- WHAT THE EXERCISE ASKS
Track down every line below that holds "paths" and copy it.

- STUDY MATERIAL
▬▬▬▬▬▬▬▬▬▬
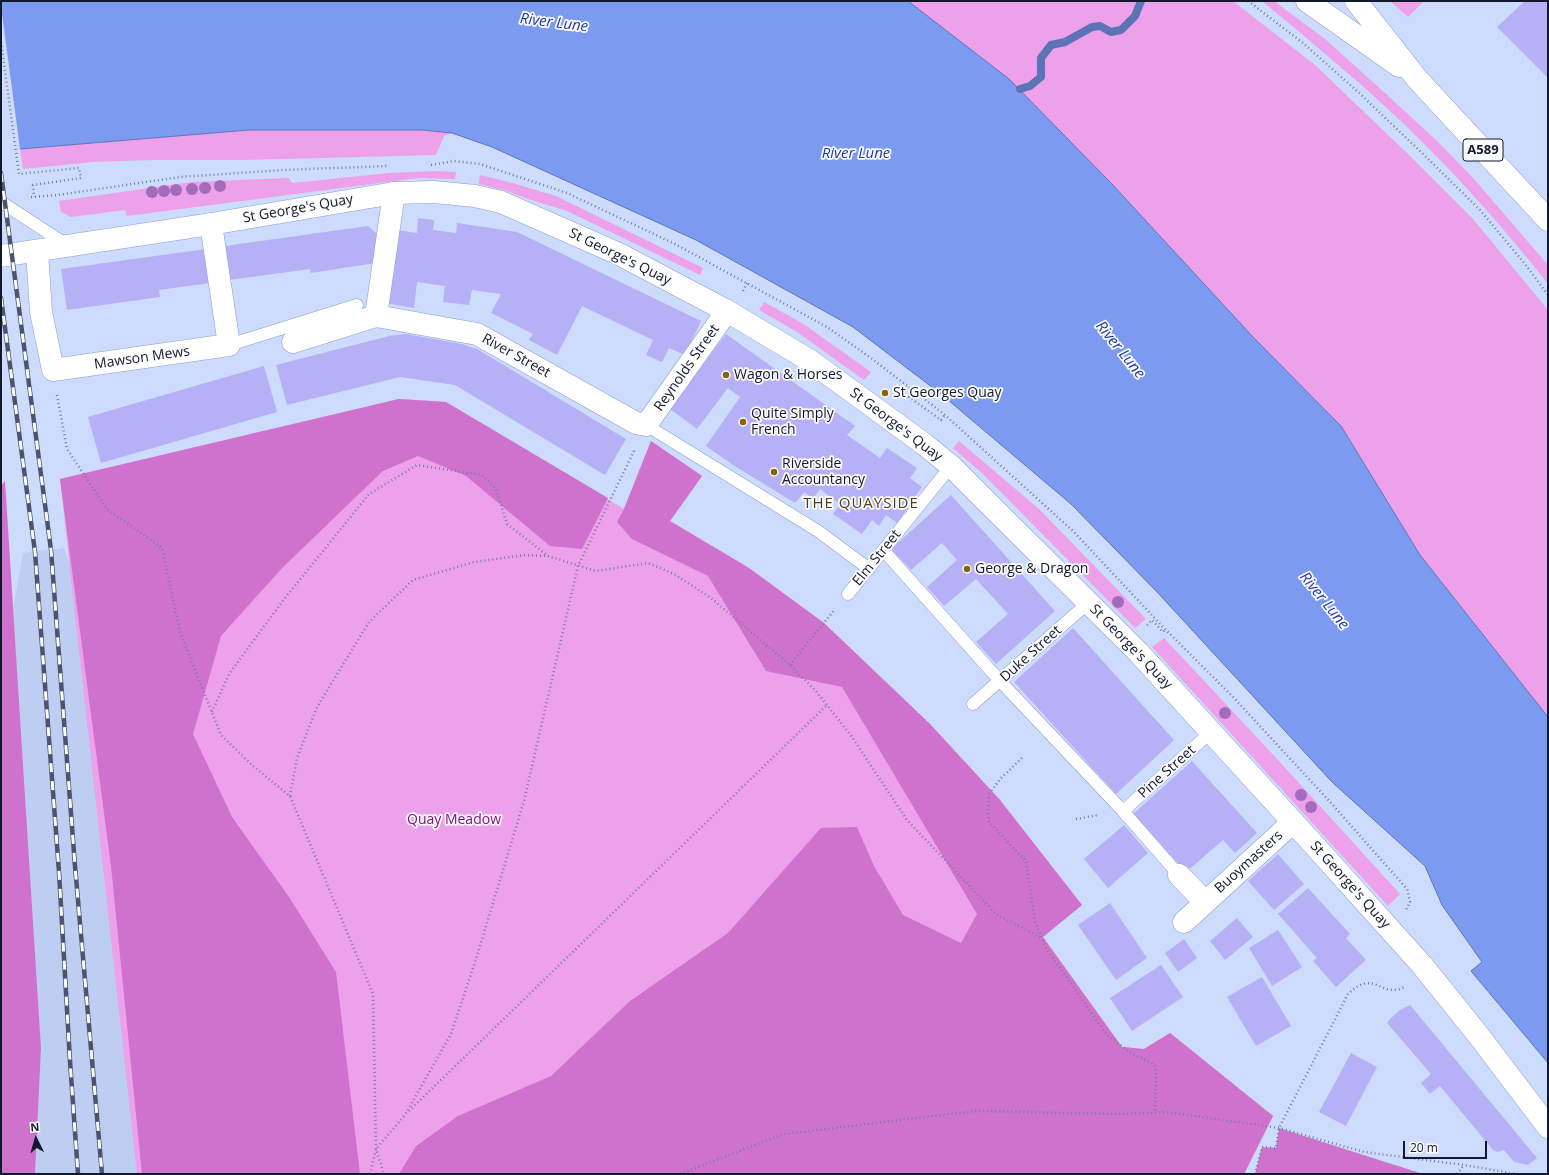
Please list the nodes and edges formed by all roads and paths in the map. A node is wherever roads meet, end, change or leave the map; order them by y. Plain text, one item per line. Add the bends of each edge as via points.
1 (1248, 1) edge
2 (1307, 1) edge
3 (1356, 1) edge
4 (1, 42) edge
5 (1418, 80) junction
6 (480, 164) junction
7 (430, 165) dead end
8 (391, 166) dead end
9 (480, 168) dead end
10 (394, 193) junction
11 (48, 196) dead end
12 (34, 197) dead end
13 (1, 202) edge
14 (1548, 220) edge
15 (211, 224) junction
16 (68, 246) junction
17 (37, 251) junction
18 (1, 256) edge
19 (747, 283) junction
20 (742, 294) dead end
21 (1548, 296) edge
22 (367, 310) junction
23 (727, 311) junction
24 (293, 342) dead end
25 (229, 345) junction
26 (53, 370) junction
27 (914, 390) junction
28 (945, 415) junction
29 (646, 425) junction
30 (950, 466) junction
31 (884, 551) junction
32 (548, 556) junction
33 (578, 566) junction
34 (869, 569) junction
35 (848, 594) joint
36 (1088, 603) junction
37 (1146, 626) dead end
38 (1165, 629) junction
39 (790, 665) junction
40 (1000, 681) junction
41 (973, 704) dead end
42 (827, 705) junction
43 (212, 712) junction
44 (1211, 732) junction
45 (1022, 758) dead end
46 (290, 796) junction
47 (1123, 811) junction
48 (1293, 822) junction
49 (1179, 875) joint
50 (1205, 902) junction
51 (1410, 902) dead end
52 (1184, 922) dead end
53 (1041, 938) junction
54 (1428, 973) junction
55 (1155, 1113) junction
56 (405, 1115) junction
57 (1548, 1127) edge
58 (1279, 1128) junction
59 (376, 1149) junction
60 (1464, 1165) junction
61 (370, 1174) edge
62 (384, 1174) edge
63 (680, 1174) edge
64 (1255, 1174) edge
65 (1457, 1174) edge
66 (1517, 1174) edge

1 - 21 path via 1357,91 1480,210
2 - 5 street, A589
3 - 5 street, A589
4 - 12 path via 19,174 79,168 81,178 33,185
5 - 14 street, A589
6 - 7 path via 454,161
6 - 9 path
6 - 19 path via 568,193 675,244
8 - 11 path via 180,177
10 - 15 street, St George's Quay
10 - 22 street
10 - 23 street, St George's Quay via 434,192 475,196 501,202 619,254
13 - 16 lane
15 - 16 street, St George's Quay
15 - 25 street
16 - 17 street, St George's Quay
17 - 18 street, St George's Quay
17 - 26 street via 42,312
19 - 20 path
19 - 27 path via 828,327
22 - 24 street, River Street
22 - 25 lane
22 - 29 street, River Street via 477,334 636,423
23 - 29 street, Reynolds Street
23 - 30 street, St George's Quay via 810,360
25 - 26 street, Mawson Mews
26 - 43 path via 67,449 108,509 162,548 180,632
27 - 28 path
27 - 28 path via 910,396 941,420
28 - 38 path via 1073,531
29 - 33 path
29 - 34 lane via 818,531
30 - 31 lane, Elm Street
30 - 36 street, St George's Quay
31 - 34 lane, Elm Street
31 - 40 lane
32 - 33 path
32 - 43 path via 507,524 496,489 482,475 416,465 369,494 284,598 229,674
32 - 46 path via 474,562 413,580 369,622 317,707 297,758
33 - 39 path via 596,571 648,563 674,574 711,598
33 - 56 path via 524,801 476,959 451,1034
34 - 35 lane, Elm Street
35 - 39 path
36 - 40 lane, Duke Street
36 - 44 street, St George's Quay via 1138,652
37 - 38 path via 1152,620 1163,632
38 - 51 path via 1332,804 1407,890
39 - 42 path
40 - 41 lane, Duke Street
40 - 47 lane
42 - 53 path via 852,737 907,820 996,914
42 - 56 path
43 - 46 path via 221,735 253,766
44 - 47 lane, Pine Street
44 - 48 street, St George's Quay
45 - 53 path via 989,794 988,820 1026,861 1035,922
46 - 59 path via 373,994
47 - 49 lane
48 - 50 street, Buoymasters
48 - 54 street, St George's Quay
49 - 50 street, Buoymasters
50 - 52 street, Buoymasters
53 - 55 path via 1107,1035 1131,1054 1154,1064
54 - 57 street, St George's Quay via 1480,1036
54 - 58 path via 1400,990 1365,982 1348,994
55 - 58 path via 1167,1112
55 - 63 path via 976,1111 784,1134
56 - 59 path
58 - 60 path via 1364,1152
58 - 64 path via 1276,1148 1262,1147
59 - 61 path
59 - 62 path
60 - 65 path
60 - 66 path

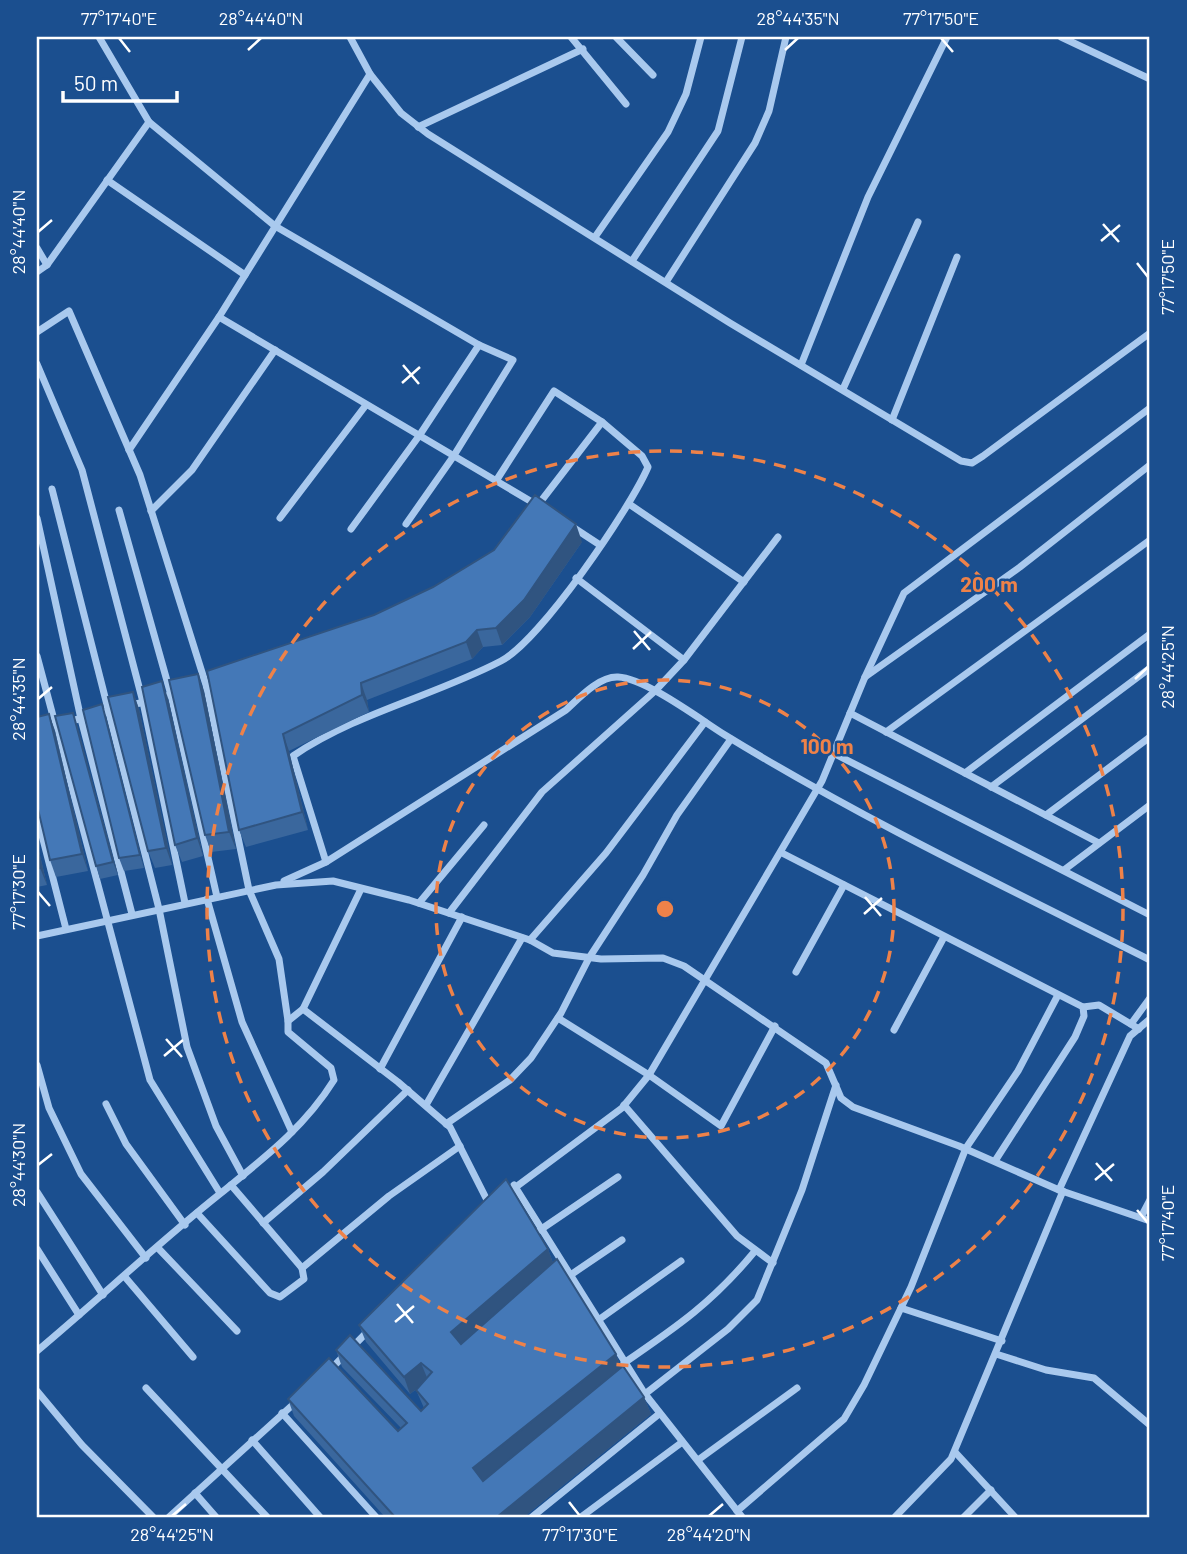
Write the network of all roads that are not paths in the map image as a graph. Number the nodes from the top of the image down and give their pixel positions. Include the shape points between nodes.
1 (99, 37) edge
2 (349, 37) edge
3 (571, 37) edge
4 (616, 37) edge
5 (701, 37) edge
6 (742, 37) edge
7 (786, 37) edge
8 (947, 37) edge
9 (1060, 37) edge
10 (583, 50) junction
11 (370, 74) junction
12 (653, 75) dead end
13 (1150, 79) edge
14 (626, 104) dead end
15 (149, 122) junction
16 (418, 127) junction
17 (107, 180) junction
18 (918, 222) dead end
19 (275, 226) junction
20 (595, 237) junction
21 (37, 248) edge
22 (957, 257) dead end
23 (632, 261) junction
24 (47, 265) junction
25 (37, 272) edge
26 (245, 275) junction
27 (666, 282) junction
28 (219, 317) junction
29 (37, 332) edge
30 (1150, 333) edge
31 (479, 345) junction
32 (275, 350) junction
33 (37, 364) edge
34 (801, 365) junction
35 (843, 389) junction
36 (366, 405) junction
37 (1150, 408) edge
38 (891, 420) junction
39 (602, 422) junction
40 (419, 436) junction
41 (129, 450) junction
42 (453, 457) junction
43 (1150, 466) edge
44 (496, 481) junction
45 (52, 489) dead end
46 (629, 504) junction
47 (538, 506) junction
48 (118, 510) dead end
49 (151, 511) junction
50 (548, 512) edge
51 (532, 516) edge
52 (37, 518) edge
53 (280, 518) dead end
54 (558, 519) edge
55 (406, 524) dead end
56 (351, 529) dead end
57 (778, 537) dead end
58 (1150, 540) edge
59 (600, 545) junction
60 (576, 578) junction
61 (744, 582) junction
62 (1150, 634) edge
63 (37, 656) edge
64 (684, 660) junction
65 (1150, 668) edge
66 (865, 677) junction
67 (220, 681) edge
68 (206, 685) junction
69 (195, 688) edge
70 (183, 691) edge
71 (655, 691) junction
72 (171, 695) junction
73 (143, 702) junction
74 (110, 711) junction
75 (850, 713) junction
76 (81, 719) junction
77 (705, 722) junction
78 (54, 726) junction
79 (37, 730) edge
80 (886, 732) junction
81 (1150, 737) edge
82 (731, 738) junction
83 (833, 753) junction
84 (965, 773) junction
85 (992, 787) junction
86 (816, 790) junction
87 (1150, 805) edge
88 (37, 816) edge
89 (1046, 816) junction
90 (484, 825) dead end
91 (1099, 843) junction
92 (782, 853) junction
93 (326, 862) junction
94 (1064, 870) junction
95 (276, 885) junction
96 (844, 885) junction
97 (361, 889) junction
98 (249, 890) junction
99 (217, 897) junction
100 (207, 899) junction
101 (185, 903) junction
102 (419, 903) junction
103 (159, 909) junction
104 (449, 913) junction
105 (132, 914) junction
106 (1150, 915) edge
107 (462, 917) junction
108 (107, 919) junction
109 (66, 929) junction
110 (37, 936) edge
111 (944, 937) junction
112 (526, 939) junction
113 (589, 958) junction
114 (1150, 960) edge
115 (796, 972) dead end
116 (705, 979) junction
117 (1058, 995) junction
118 (1150, 998) edge
119 (1083, 1007) junction
120 (303, 1009) junction
121 (558, 1018) junction
122 (1150, 1019) edge
123 (288, 1021) junction
124 (1131, 1024) junction
125 (775, 1026) junction
126 (1139, 1029) junction
127 (894, 1030) dead end
128 (37, 1065) edge
129 (380, 1069) junction
130 (649, 1075) junction
131 (836, 1085) junction
132 (408, 1090) junction
133 (106, 1104) dead end
134 (426, 1105) junction
135 (624, 1105) junction
136 (446, 1124) junction
137 (292, 1132) junction
138 (460, 1146) junction
139 (966, 1149) junction
140 (995, 1161) junction
141 (243, 1176) junction
142 (618, 1177) dead end
143 (231, 1185) junction
144 (514, 1185) junction
145 (1061, 1191) junction
146 (37, 1192) edge
147 (220, 1193) junction
148 (1150, 1200) edge
149 (491, 1210) junction
150 (197, 1213) junction
151 (1142, 1217) junction
152 (483, 1219) edge
153 (1150, 1221) edge
154 (263, 1223) junction
155 (185, 1225) junction
156 (540, 1230) junction
157 (622, 1240) dead end
158 (37, 1248) edge
159 (158, 1248) junction
160 (755, 1251) junction
161 (146, 1258) junction
162 (681, 1261) dead end
163 (773, 1264) junction
164 (563, 1267) junction
165 (302, 1268) junction
166 (553, 1276) edge
167 (569, 1276) junction
168 (125, 1277) junction
169 (103, 1295) junction
170 (901, 1308) junction
171 (79, 1315) junction
172 (597, 1321) junction
173 (371, 1328) edge
174 (237, 1331) dead end
175 (1002, 1341) junction
176 (355, 1344) junction
177 (37, 1350) edge
178 (364, 1353) edge
179 (996, 1354) junction
180 (192, 1357) dead end
181 (624, 1363) junction
182 (334, 1366) junction
183 (630, 1372) junction
184 (326, 1374) edge
185 (342, 1375) edge
186 (620, 1380) edge
187 (146, 1388) dead end
188 (797, 1388) dead end
189 (309, 1390) edge
190 (37, 1391) edge
191 (645, 1394) junction
192 (282, 1413) junction
193 (659, 1414) junction
194 (1150, 1425) edge
195 (252, 1440) junction
196 (681, 1443) junction
197 (955, 1452) junction
198 (698, 1461) junction
199 (222, 1468) junction
200 (991, 1490) junction
201 (195, 1493) junction
202 (739, 1514) edge
203 (153, 1517) edge
204 (169, 1517) edge
205 (216, 1517) edge
206 (267, 1517) edge
207 (320, 1517) edge
208 (376, 1517) edge
209 (532, 1517) edge
210 (581, 1517) edge
211 (895, 1517) edge
212 (964, 1517) edge
213 (1015, 1517) edge

1 - 15 street
2 - 11 street
3 - 10 street
4 - 12 street
5 - 20 street via 686,94 668,132
6 - 23 street via 718,131
7 - 27 street via 769,111 755,143
8 - 34 street via 868,197
9 - 13 street
10 - 14 street
10 - 16 street
11 - 16 street
11 - 19 street
15 - 17 street
15 - 19 street
16 - 20 street
17 - 24 street
17 - 26 street
18 - 35 street
19 - 26 street
19 - 31 street
20 - 23 street
21 - 24 street
22 - 38 street
23 - 27 street
24 - 25 street
26 - 28 street
27 - 34 street
28 - 32 street
28 - 41 street
29 - 41 street via 69,311
30 - 38 street via 972,463 951,456
31 - 40 street
31 - 42 street via 513,360
32 - 36 street
32 - 49 street via 192,470
33 - 73 street via 82,470
34 - 35 street
35 - 38 street
36 - 40 street
36 - 53 street
37 - 66 street via 904,593
39 - 44 street via 555,391
39 - 46 street via 642,456 648,467
39 - 47 street
40 - 42 street
40 - 56 street
41 - 49 street
42 - 44 street
42 - 55 street
43 - 66 street via 1020,567
44 - 47 street
45 - 74 street
46 - 59 street
46 - 61 street
47 - 50 street
47 - 51 street
48 - 72 street
49 - 68 street
52 - 76 street
54 - 59 street
57 - 61 street
58 - 80 street
59 - 60 street
60 - 64 street
60 - 93 street via 545,622 504,660 342,730 293,757
61 - 64 street
62 - 84 street
63 - 78 street
64 - 71 street
65 - 85 street
66 - 75 street
67 - 68 street
68 - 69 street
68 - 98 street
70 - 72 street
71 - 77 street
71 - 93 street via 621,677 609,678
71 - 104 street via 542,792
72 - 73 street
72 - 99 street
73 - 74 street
73 - 101 street
74 - 76 street
74 - 103 street
75 - 80 street
75 - 83 street
76 - 78 street
76 - 105 street
77 - 82 street
77 - 112 street via 606,853
78 - 79 street
78 - 108 street
80 - 84 street
81 - 89 street
82 - 86 street
82 - 113 street via 677,815
83 - 86 street
83 - 94 street
84 - 85 street
85 - 89 street
86 - 92 street
86 - 114 street
87 - 91 street
88 - 109 street
89 - 91 street
90 - 102 street
91 - 94 street
92 - 96 street
92 - 116 street
93 - 95 street
94 - 106 street
95 - 97 street via 333,881
95 - 98 street
96 - 111 street
96 - 115 street
97 - 102 street
97 - 120 street
98 - 99 street
98 - 123 street via 279,959
99 - 100 street
100 - 101 street
100 - 137 street via 243,1022
101 - 103 street
102 - 104 street
103 - 105 street
103 - 141 street via 187,1047 216,1126
104 - 107 street
105 - 108 street
107 - 112 street
107 - 129 street
108 - 109 street
108 - 147 street via 149,1080
109 - 110 street
111 - 117 street
111 - 127 street
112 - 113 street via 552,953
112 - 134 street
113 - 116 street via 663,958
113 - 121 street
116 - 125 street
116 - 130 street
117 - 119 street
117 - 139 street via 1018,1070
118 - 124 street
119 - 124 street via 1099,1005
119 - 140 street via 1075,1037
120 - 123 street
120 - 129 street
121 - 130 street
121 - 136 street via 510,1080
122 - 126 street
123 - 137 street via 288,1032 331,1068 334,1080
124 - 126 street
125 - 130 street via 721,1126
125 - 131 street via 826,1063
126 - 145 street via 1130,1036
128 - 161 street via 49,1108 81,1174
129 - 132 street
130 - 135 street
131 - 139 street via 841,1098 853,1107
131 - 163 street
132 - 134 street
132 - 154 street
133 - 155 street via 127,1144
134 - 136 street
135 - 144 street
135 - 160 street
136 - 138 street
137 - 141 street
138 - 149 street
138 - 165 street via 389,1196
139 - 140 street
139 - 170 street
140 - 145 street
141 - 143 street
142 - 156 street
143 - 147 street
143 - 154 street
144 - 149 street
144 - 156 street
145 - 151 street
145 - 175 street
146 - 169 street
147 - 150 street
148 - 151 street
149 - 152 street
150 - 155 street
150 - 165 street via 270,1293 279,1297 295,1288 304,1279
151 - 153 street
154 - 165 street
155 - 159 street
156 - 164 street
157 - 167 street
158 - 171 street
159 - 161 street
159 - 174 street
160 - 163 street
160 - 181 street via 699,1311
161 - 168 street
162 - 172 street
163 - 191 street via 747,1312
164 - 166 street
164 - 167 street
167 - 172 street
168 - 169 street
168 - 180 street
169 - 171 street
170 - 175 street
170 - 202 street via 844,1419
171 - 177 street
172 - 181 street
173 - 176 street
175 - 179 street
176 - 178 street
176 - 182 street
179 - 194 street via 1046,1370 1094,1378
179 - 197 street
181 - 183 street
182 - 184 street
182 - 185 street
183 - 186 street
183 - 191 street
187 - 199 street
188 - 198 street
189 - 192 street
190 - 203 street
191 - 193 street
192 - 195 street
192 - 208 street
193 - 196 street
193 - 209 street
195 - 199 street
195 - 207 street
196 - 198 street
196 - 210 street
197 - 200 street
197 - 211 street
198 - 202 street
199 - 201 street
199 - 206 street
200 - 212 street
200 - 213 street
201 - 204 street
201 - 205 street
▬▬▬▬▬▬▬▬▬▬
- RESULT
Please list the nodes and edges formed by all roads and paths in the map. A node is wherever roads meet, end, change or leave the map; order them by y. Plain text, one item per line. Add the bends of each edge as via points.
Write the network of all roads that are not paths in the map image as a graph. Number the nodes from the top of the image down and give their pixel positions. Include the shape points between nodes.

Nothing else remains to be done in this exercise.